You are viewing a plain text version of this content. The canonical link for it is here.
Posted to user@nutch.apache.org by Markus Jelsma <ma...@openindex.io> on 2017/10/26 15:33:17 UTC
Wrong encoding
Hello,
I have this URL that says according to parsechecker it has Content-Type=text/html; charset=windows-1252, which is incorrect. There is also Content-Type=text/html; charset=utf-8 in the metadata, which i do find in the HTML, at least i see <meta charset="utf-8">. This is Nutch 1.14-SNAPSHOT.
But anyway, the text extracted is completely messed up, not all, but most accents are unreadable.
No idea, do you have any?
Many thanks,
Markus
https://www.aarstiderne.com/frugt-groent-og-mere/mixkasser
RE: Wrong encoding
Posted by Markus Jelsma <ma...@openindex.io>.
Note: setting parser.character.encoding.default to UTF-8 doesn't work.
Many thanks,
Markus
-----Original message-----
> From:Markus Jelsma <ma...@openindex.io>
> Sent: Thursday 26th October 2017 17:33
> To: User <us...@nutch.apache.org>
> Subject: Wrong encoding
>
> Hello,
>
> I have this URL that says according to parsechecker it has Content-Type=text/html; charset=windows-1252, which is incorrect. There is also Content-Type=text/html; charset=utf-8 in the metadata, which i do find in the HTML, at least i see <meta charset="utf-8">. This is Nutch 1.14-SNAPSHOT.
>
> But anyway, the text extracted is completely messed up, not all, but most accents are unreadable.
>
> No idea, do you have any?
>
> Many thanks,
> Markus
>
> https://www.aarstiderne.com/frugt-groent-og-mere/mixkasser
>
RE: Wrong encoding
Posted by Markus Jelsma <ma...@openindex.io>.

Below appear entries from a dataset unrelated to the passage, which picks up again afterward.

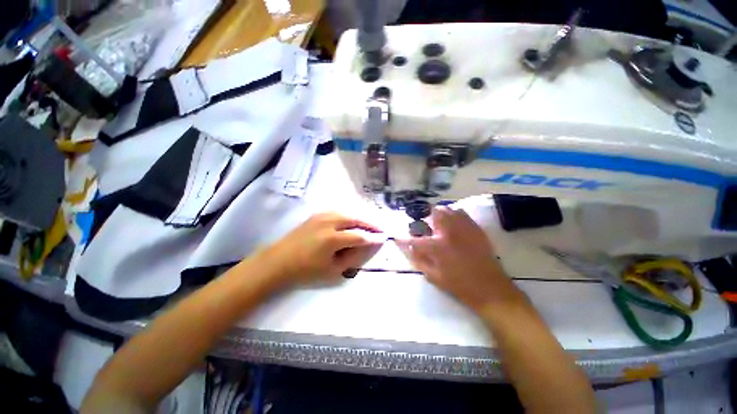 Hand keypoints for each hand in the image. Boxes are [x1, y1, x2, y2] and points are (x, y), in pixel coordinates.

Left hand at [255, 212, 382, 287]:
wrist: (278, 261)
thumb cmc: (305, 270)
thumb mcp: (332, 270)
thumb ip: (352, 257)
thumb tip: (366, 246)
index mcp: (331, 239)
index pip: (359, 236)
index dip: (373, 238)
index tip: (384, 238)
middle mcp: (328, 223)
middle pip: (356, 219)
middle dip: (370, 223)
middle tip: (381, 228)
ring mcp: (322, 216)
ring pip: (348, 212)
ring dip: (361, 217)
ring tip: (370, 223)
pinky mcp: (317, 214)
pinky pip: (339, 211)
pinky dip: (350, 214)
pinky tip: (354, 219)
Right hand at [398, 206, 525, 313]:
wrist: (491, 289)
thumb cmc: (459, 285)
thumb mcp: (434, 276)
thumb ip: (418, 260)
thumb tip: (407, 248)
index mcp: (438, 246)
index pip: (414, 239)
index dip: (402, 239)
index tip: (396, 237)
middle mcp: (450, 232)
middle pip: (432, 213)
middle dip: (423, 217)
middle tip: (422, 226)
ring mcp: (464, 228)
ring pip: (447, 209)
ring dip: (437, 214)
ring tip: (436, 223)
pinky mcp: (475, 228)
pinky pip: (461, 213)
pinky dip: (452, 214)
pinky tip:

Update: the problem occurs only in the TikaParser!
Ideas?
Markus
-----Original message-----
> From:Markus Jelsma <ma...@openindex.io>
> Sent: Thursday 26th October 2017 17:53
> To: user@nutch.apache.org; User <us...@nutch.apache.org>
> Subject: RE: Wrong encoding
>
> Note: setting parser.character.encoding.default to UTF-8 doesn't work.
>
> Many thanks,
> Markus
>
> -----Original message-----
> > From:Markus Jelsma <ma...@openindex.io>
> > Sent: Thursday 26th October 2017 17:33
> > To: User <us...@nutch.apache.org>
> > Subject: Wrong encoding
> >
> > Hello,
> >
> > I have this URL that says according to parsechecker it has Content-Type=text/html; charset=windows-1252, which is incorrect. There is also Content-Type=text/html; charset=utf-8 in the metadata, which i do find in the HTML, at least i see <meta charset="utf-8">. This is Nutch 1.14-SNAPSHOT.
> >
> > But anyway, the text extracted is completely messed up, not all, but most accents are unreadable.
> >
> > No idea, do you have any?
> >
> > Many thanks,
> > Markus
> >
> > https://www.aarstiderne.com/frugt-groent-og-mere/mixkasser
> >
>